TASK DATA ->
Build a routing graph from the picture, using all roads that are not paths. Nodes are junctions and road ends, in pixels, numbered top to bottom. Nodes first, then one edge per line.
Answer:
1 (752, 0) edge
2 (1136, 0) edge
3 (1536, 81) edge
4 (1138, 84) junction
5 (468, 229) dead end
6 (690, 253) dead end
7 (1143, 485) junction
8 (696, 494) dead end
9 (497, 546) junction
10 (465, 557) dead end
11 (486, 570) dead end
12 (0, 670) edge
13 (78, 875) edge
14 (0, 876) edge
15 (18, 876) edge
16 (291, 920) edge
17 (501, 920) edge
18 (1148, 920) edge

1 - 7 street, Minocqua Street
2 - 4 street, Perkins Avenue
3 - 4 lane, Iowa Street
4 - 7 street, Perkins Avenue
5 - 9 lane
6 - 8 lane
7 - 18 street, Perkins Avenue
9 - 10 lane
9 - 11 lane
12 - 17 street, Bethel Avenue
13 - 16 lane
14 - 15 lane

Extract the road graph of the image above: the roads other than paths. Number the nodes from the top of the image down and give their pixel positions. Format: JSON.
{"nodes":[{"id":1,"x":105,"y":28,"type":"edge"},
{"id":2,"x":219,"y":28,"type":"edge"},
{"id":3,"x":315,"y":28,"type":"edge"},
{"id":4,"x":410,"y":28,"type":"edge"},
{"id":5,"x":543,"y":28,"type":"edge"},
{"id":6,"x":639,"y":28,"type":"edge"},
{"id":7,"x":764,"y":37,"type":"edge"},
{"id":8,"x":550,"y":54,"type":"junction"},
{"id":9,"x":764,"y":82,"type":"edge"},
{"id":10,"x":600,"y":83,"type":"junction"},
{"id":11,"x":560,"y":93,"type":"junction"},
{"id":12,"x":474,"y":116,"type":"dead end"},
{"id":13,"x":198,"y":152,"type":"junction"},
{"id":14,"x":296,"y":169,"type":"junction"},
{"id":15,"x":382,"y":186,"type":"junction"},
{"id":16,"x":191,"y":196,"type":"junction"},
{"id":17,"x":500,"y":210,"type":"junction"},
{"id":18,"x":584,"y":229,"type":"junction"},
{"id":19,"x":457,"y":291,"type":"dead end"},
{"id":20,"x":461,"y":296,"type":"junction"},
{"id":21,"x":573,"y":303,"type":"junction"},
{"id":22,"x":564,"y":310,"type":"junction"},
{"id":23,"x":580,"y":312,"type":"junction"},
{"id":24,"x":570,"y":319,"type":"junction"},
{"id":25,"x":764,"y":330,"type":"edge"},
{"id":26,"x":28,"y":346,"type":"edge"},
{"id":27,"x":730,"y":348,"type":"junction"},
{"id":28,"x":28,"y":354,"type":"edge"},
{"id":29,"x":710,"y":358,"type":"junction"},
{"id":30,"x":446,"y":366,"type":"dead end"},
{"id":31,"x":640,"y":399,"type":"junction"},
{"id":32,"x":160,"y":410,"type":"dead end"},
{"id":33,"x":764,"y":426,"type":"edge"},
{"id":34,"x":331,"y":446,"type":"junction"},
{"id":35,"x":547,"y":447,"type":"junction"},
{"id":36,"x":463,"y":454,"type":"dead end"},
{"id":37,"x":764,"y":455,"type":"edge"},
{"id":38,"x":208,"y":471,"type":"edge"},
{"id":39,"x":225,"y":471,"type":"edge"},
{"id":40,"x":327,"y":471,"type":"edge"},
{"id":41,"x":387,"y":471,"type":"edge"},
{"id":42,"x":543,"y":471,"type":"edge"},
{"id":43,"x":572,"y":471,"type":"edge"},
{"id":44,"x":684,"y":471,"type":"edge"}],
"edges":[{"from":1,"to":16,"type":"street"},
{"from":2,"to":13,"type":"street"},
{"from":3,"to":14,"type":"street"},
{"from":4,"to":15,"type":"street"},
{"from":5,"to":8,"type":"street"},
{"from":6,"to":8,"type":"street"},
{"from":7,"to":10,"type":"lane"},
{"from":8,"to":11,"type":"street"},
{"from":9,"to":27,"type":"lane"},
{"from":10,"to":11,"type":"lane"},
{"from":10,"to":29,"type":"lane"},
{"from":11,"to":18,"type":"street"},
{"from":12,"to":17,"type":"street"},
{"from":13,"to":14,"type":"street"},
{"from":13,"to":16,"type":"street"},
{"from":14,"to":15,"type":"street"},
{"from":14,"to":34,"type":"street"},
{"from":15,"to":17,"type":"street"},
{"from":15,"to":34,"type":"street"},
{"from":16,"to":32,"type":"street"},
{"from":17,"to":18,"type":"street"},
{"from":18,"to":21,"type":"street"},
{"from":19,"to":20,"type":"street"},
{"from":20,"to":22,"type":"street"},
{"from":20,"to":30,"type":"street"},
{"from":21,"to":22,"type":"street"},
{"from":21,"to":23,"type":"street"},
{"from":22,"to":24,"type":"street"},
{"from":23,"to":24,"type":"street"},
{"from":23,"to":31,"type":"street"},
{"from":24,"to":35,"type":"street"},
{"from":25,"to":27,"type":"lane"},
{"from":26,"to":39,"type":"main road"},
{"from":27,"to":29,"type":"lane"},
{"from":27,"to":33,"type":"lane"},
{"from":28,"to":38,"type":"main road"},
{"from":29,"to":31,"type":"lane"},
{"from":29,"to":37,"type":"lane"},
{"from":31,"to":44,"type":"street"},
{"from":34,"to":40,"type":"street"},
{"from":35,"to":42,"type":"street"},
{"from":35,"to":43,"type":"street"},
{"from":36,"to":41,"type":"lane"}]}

WHAT YOU SHOULD DO ->
Wherever the string "Perkins" appears in the records above, copy the line it sits in.

SOLUTION TO THIS EXERCISE ->
2 - 4 street, Perkins Avenue
4 - 7 street, Perkins Avenue
7 - 18 street, Perkins Avenue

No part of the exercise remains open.